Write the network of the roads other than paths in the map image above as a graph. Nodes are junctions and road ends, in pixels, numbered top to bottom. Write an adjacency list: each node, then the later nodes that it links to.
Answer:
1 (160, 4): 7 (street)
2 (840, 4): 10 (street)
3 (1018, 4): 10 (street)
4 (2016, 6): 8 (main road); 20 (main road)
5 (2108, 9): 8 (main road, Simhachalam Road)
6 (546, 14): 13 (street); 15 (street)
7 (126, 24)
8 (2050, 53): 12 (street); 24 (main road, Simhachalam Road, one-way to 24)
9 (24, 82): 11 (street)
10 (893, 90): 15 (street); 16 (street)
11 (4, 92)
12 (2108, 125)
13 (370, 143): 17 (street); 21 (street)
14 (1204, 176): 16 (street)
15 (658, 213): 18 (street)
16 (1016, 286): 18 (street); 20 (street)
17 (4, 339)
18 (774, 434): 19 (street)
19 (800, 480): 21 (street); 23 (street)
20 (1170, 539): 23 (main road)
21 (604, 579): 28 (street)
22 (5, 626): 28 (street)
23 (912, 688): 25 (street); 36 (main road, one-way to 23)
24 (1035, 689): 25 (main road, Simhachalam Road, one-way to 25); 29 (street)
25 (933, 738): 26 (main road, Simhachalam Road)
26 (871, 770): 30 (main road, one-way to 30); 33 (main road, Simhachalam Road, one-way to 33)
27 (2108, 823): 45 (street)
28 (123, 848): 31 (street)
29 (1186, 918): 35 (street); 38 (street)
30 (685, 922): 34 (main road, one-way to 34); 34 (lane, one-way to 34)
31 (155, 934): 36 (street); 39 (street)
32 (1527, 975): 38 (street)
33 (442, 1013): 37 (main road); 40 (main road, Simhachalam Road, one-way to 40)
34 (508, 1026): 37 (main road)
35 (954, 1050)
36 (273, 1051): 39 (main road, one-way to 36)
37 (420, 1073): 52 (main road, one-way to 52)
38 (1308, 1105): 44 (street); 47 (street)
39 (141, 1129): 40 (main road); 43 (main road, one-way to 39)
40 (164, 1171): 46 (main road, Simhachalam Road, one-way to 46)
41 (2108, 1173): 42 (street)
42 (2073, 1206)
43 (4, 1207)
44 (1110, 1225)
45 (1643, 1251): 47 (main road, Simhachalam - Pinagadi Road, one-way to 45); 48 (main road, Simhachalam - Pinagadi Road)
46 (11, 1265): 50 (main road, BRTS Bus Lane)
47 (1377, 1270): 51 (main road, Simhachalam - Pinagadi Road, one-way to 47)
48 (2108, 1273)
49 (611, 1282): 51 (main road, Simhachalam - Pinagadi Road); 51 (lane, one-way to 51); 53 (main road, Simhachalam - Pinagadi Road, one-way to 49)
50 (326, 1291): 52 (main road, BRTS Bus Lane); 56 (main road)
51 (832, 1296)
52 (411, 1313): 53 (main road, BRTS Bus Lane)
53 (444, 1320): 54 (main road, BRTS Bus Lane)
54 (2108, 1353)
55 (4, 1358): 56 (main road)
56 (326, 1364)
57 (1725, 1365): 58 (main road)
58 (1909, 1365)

TASK DIRECTIONS: Number of lines containing "Simhachalam" in the data: state it and nothing more.

SOLUTION TO THE PROBLEM: 10